Religion
- Affiliation: Hinduism
- District: Chennai district
- Deity: Ayyappan
- Festivals: Gokulashtami, Makar Sankranti, Chitrai Vishu, 1st day of Tamil Karthigai month

Location
- Location: Nungambakkam
- State: Tamil Nadu
- Country: India
- Interactive map of Mahalingapuram Ayyappan Temple
- Coordinates: 13°03′23.0″N 80°13′54.5″E﻿ / ﻿13.056389°N 80.231806°E

Architecture
- Type: Kerala Architecture
- Completed: 1974

Specifications
- Temple: 2
- Elevation: 34 m (112 ft)

Website
- www.ayyappantemplesabs.org

= Mahalingapuram Ayyappan Temple =

Ayyappan temple in Chennai

Mahalingapuram Ayyappan Temple or Mahalingapuram Ayyappan - Guruvayurappan Temples is an Ayyappan Temple located at Mahalingapuram in the neighbourhood of Nungambakkam in Chennai district in the state of Tamil Nadu in the peninsular India with the geographical coordinates of (i.e., 13.056400°N, 80.231800°E) and at an altitude of about 34 m above the mean sea level. This temple complex contains Ayyappan temple and Guruvayurappan temple adjacent to each other. And is built based on Kerala Architecture. Swamy Ayyappan appears to devotees as in a sitting posture on Srichakra with the symbol of chinmuthra, the height being about 2 ft. The temple is constructed in the year 1974.

The Ayyappan devotees who wish to visit Sabarimala Temple in Kerala follow heritage fasting procedures for 41 days from the first day of Tamil month Karthigai. In this manner, the devotees from Mahalingapuram and its surrounding areas start the procedures after worshipping Ayyappan in this Mahalingapuram Ayyappan temple.

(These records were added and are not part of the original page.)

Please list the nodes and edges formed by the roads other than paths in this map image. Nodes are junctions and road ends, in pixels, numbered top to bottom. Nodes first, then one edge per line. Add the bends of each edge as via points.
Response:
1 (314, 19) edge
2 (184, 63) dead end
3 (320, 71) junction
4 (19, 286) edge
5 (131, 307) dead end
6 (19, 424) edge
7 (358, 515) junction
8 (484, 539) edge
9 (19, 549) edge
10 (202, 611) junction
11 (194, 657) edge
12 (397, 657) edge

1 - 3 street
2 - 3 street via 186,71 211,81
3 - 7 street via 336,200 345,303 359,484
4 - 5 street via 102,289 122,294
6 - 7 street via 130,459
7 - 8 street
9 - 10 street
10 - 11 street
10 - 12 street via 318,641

Every Ayyappan Temple is noted with the word Thaththuvamasi (തത്ത്വമസി in Malayalam). The quote means 'You are what you seek'. That is, it is the essence that we must realize that the divinity is filled within everyone.

Each and every Ayyappan temple is built with a model of a structure with 18 steps. Mahalingapuram Ayyappan Temple also has this structure and the 18 steps imply the following:

1. Birth is impermanent.
2. Shankya Yoga.
3. Karma Yoga.
4. Wisdom Yoga.
5. Sannyasi Yoga.
6. Meditation Yoga.
7. Gnana Vignana Yoga.
8. Atsara Brahma Yoga.
9. Rajavidya Rajaguhya Yoga.
10. Vibhuti Yoga.
11. Visvarupa Darshan Yoga.
12. Bhakti Yoga.
13. Seshatra Vibhaga Yoga.
14. Gunatraya Vibhaga Yoga.
15. Purushottama Yoga.
16. Taivasurasambat Vibhaga Yoga.
17. Chratatharaya Vibhaga Yoga.
18. Moksha Sannyasa Yoga.

== Shrines ==
The shrines of deities such as Ayyappan, Shiva, Bhagavati, Ganapathy, Subramaniar are some of the important shrines in this temple.

== Festivals ==
Gokulashtami, Makar Sankranti, Chithirai Vishu, 1st day of Tamil month Karthigai are some of the important festivals celebrated in this temple.